*** Opening Task input ***
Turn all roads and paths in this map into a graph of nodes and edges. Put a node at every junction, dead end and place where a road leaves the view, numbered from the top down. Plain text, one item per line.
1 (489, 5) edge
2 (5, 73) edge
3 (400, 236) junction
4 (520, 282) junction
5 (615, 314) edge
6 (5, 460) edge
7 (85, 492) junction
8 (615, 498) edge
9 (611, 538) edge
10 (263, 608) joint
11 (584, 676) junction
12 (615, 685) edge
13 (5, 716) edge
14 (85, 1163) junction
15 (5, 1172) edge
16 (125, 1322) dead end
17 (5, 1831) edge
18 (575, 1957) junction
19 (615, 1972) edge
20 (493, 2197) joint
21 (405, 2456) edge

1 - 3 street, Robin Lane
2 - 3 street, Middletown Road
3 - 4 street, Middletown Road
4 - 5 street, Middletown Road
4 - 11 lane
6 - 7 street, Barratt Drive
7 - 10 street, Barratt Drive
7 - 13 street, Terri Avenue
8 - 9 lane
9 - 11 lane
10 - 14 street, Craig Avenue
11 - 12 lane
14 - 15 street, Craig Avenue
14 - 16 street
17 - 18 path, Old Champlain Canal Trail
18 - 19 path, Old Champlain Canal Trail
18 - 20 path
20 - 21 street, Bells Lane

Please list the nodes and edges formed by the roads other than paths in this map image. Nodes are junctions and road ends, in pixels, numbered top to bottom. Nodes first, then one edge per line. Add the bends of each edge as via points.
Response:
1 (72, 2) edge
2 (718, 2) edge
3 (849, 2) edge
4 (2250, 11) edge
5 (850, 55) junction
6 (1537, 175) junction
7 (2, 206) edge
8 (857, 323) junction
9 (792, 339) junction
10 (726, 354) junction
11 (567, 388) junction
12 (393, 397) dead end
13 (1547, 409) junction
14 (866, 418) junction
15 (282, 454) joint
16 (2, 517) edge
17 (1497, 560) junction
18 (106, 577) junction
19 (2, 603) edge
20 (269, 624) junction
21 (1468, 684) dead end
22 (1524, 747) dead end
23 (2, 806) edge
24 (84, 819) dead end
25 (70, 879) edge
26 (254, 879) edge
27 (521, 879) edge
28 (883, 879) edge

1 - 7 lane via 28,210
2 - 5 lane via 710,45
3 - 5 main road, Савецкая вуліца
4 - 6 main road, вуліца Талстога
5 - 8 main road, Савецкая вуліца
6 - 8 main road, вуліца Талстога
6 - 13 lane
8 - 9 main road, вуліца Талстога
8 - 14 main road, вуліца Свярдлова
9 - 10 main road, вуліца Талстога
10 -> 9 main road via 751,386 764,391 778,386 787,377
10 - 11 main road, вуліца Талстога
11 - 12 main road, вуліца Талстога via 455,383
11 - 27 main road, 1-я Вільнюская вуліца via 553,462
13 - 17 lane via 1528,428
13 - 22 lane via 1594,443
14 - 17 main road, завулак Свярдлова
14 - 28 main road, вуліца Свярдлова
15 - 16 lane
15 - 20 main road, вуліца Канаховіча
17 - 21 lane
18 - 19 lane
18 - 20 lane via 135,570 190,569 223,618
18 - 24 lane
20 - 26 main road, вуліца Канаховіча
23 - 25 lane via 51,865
*** Closing Task input ***
Work required
Write the material out again in its entirety, exactly as shown.

Solution to this task
Turn all roads and paths in this map into a graph of nodes and edges. Put a node at every junction, dead end and place where a road leaves the view, numbered from the top down. Plain text, one item per line.
1 (489, 5) edge
2 (5, 73) edge
3 (400, 236) junction
4 (520, 282) junction
5 (615, 314) edge
6 (5, 460) edge
7 (85, 492) junction
8 (615, 498) edge
9 (611, 538) edge
10 (263, 608) joint
11 (584, 676) junction
12 (615, 685) edge
13 (5, 716) edge
14 (85, 1163) junction
15 (5, 1172) edge
16 (125, 1322) dead end
17 (5, 1831) edge
18 (575, 1957) junction
19 (615, 1972) edge
20 (493, 2197) joint
21 (405, 2456) edge

1 - 3 street, Robin Lane
2 - 3 street, Middletown Road
3 - 4 street, Middletown Road
4 - 5 street, Middletown Road
4 - 11 lane
6 - 7 street, Barratt Drive
7 - 10 street, Barratt Drive
7 - 13 street, Terri Avenue
8 - 9 lane
9 - 11 lane
10 - 14 street, Craig Avenue
11 - 12 lane
14 - 15 street, Craig Avenue
14 - 16 street
17 - 18 path, Old Champlain Canal Trail
18 - 19 path, Old Champlain Canal Trail
18 - 20 path
20 - 21 street, Bells Lane

Please list the nodes and edges formed by the roads other than paths in this map image. Nodes are junctions and road ends, in pixels, numbered top to bottom. Nodes first, then one edge per line. Add the bends of each edge as via points.
Response:
1 (72, 2) edge
2 (718, 2) edge
3 (849, 2) edge
4 (2250, 11) edge
5 (850, 55) junction
6 (1537, 175) junction
7 (2, 206) edge
8 (857, 323) junction
9 (792, 339) junction
10 (726, 354) junction
11 (567, 388) junction
12 (393, 397) dead end
13 (1547, 409) junction
14 (866, 418) junction
15 (282, 454) joint
16 (2, 517) edge
17 (1497, 560) junction
18 (106, 577) junction
19 (2, 603) edge
20 (269, 624) junction
21 (1468, 684) dead end
22 (1524, 747) dead end
23 (2, 806) edge
24 (84, 819) dead end
25 (70, 879) edge
26 (254, 879) edge
27 (521, 879) edge
28 (883, 879) edge

1 - 7 lane via 28,210
2 - 5 lane via 710,45
3 - 5 main road, Савецкая вуліца
4 - 6 main road, вуліца Талстога
5 - 8 main road, Савецкая вуліца
6 - 8 main road, вуліца Талстога
6 - 13 lane
8 - 9 main road, вуліца Талстога
8 - 14 main road, вуліца Свярдлова
9 - 10 main road, вуліца Талстога
10 -> 9 main road via 751,386 764,391 778,386 787,377
10 - 11 main road, вуліца Талстога
11 - 12 main road, вуліца Талстога via 455,383
11 - 27 main road, 1-я Вільнюская вуліца via 553,462
13 - 17 lane via 1528,428
13 - 22 lane via 1594,443
14 - 17 main road, завулак Свярдлова
14 - 28 main road, вуліца Свярдлова
15 - 16 lane
15 - 20 main road, вуліца Канаховіча
17 - 21 lane
18 - 19 lane
18 - 20 lane via 135,570 190,569 223,618
18 - 24 lane
20 - 26 main road, вуліца Канаховіча
23 - 25 lane via 51,865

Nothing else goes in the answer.